One of the biggest challenges in getting public support for deficit-reduction measures has always been knowledge about the composition of the federal budget. After all, if people think that cutting foreign aid and government worker benefits is enough to solve our deficit issues, they will be skeptical of reforms to more popular areas of the budget or tax increases. A new CNN poll is another in a long line of polls that have attempted to gauge public knowledge of how their tax dollars are spent. Like many of these other polls, it attempts to show that the public significantly overestimates the size of several areas of the budget, especially among domestic discretionary programs.

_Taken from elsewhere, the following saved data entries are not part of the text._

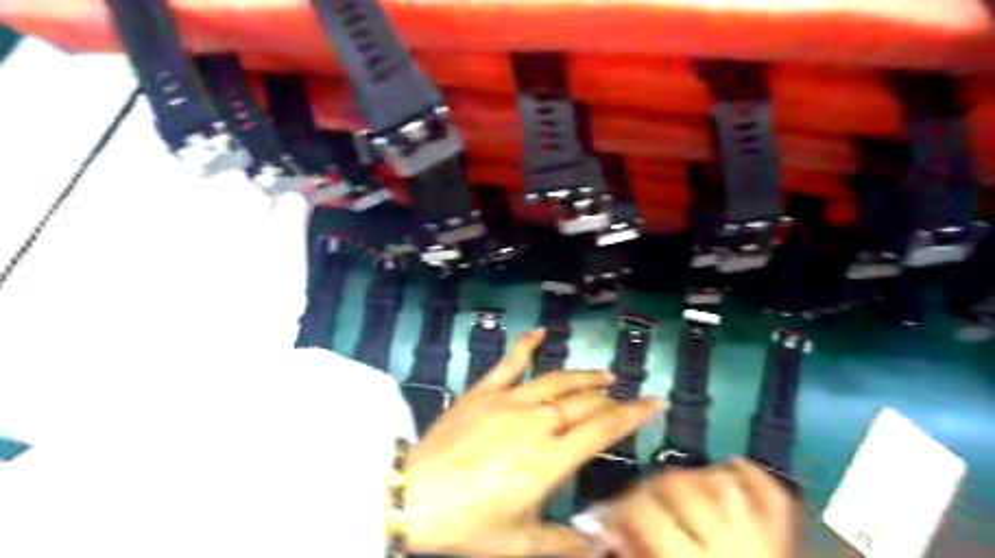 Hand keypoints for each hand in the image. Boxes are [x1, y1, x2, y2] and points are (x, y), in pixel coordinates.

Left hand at [400, 330, 662, 555]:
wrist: (415, 496)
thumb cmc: (470, 524)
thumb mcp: (521, 543)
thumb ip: (564, 543)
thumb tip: (599, 547)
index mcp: (551, 459)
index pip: (602, 430)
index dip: (632, 415)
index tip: (653, 402)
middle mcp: (537, 423)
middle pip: (582, 403)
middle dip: (608, 398)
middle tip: (623, 395)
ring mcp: (509, 401)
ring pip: (555, 382)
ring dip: (582, 376)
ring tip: (604, 373)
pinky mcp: (484, 391)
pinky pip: (509, 363)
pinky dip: (526, 345)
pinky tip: (541, 331)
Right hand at [593, 458, 803, 557]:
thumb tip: (613, 531)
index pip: (647, 513)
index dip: (623, 507)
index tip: (610, 514)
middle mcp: (727, 544)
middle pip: (680, 486)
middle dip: (652, 487)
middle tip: (638, 499)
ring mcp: (761, 539)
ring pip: (723, 484)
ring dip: (695, 478)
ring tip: (679, 488)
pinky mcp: (784, 540)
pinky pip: (773, 496)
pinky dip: (753, 475)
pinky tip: (731, 465)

CNN's poll asked 1,023 adults about how large they thought different areas of the budget were. They allowed respondents to pick any number they wanted in response to the questions, but presented their data in ranges (less than 1%, 1-5%, 6-10%, for example). They then computed the median response for how large each area of the budget was. As it turns out, the public has a pretty good idea of the size of Social Security but way overestimates the portion of the budget that is dedicated to certain other domestic spending, foreign aid, and defense.
|Poll Responses vs. Actual Figures, Percent of Total Budget|
|Budget Category||Most Common Range||Median Response||Actual 2010 Proportion (OMB)
|Military||More than 50%||30%||19%|
Note: "Median response" column doesn't add to 100% because they are the median of different responses. Right column doesn't add to 100% because not all areas of the budget are included.
These type of results are not unusual. But if you break the numbers down further, looking at the ranges CNN gave, the results are not as bad as you might think.
Many of these domestic areas actually had a significant plurality of people guessing in the right range. Areas such as nutritional and housing assistance had about 40-45 percent of people guessing in the 1-5 percent range, with much smaller amounts guessing in other ranges. The same goes for money spent on education and government benefits, where about one-third guessed in the correct range. While these numbers could be better, we can't expect the public to be experts on the budget. But we also might say this is because the federal budget is so indigestible to most; as part of each year’s budget, the government could better serve the public with a more transparent and easier to understand summary of the distribution of spending and revenues, for example.
So while this poll suggests the idea we hear frequently--that the public does not really know the composition of the budget well--it may not be as bad as the poll makes it appear. There does seem to be a good base of knowledge among a significant portion of the public. Nonetheless, we can always continue to do a better job of educating the public about budgetary issues which have (and will continue to have) such a large impact on people's lives.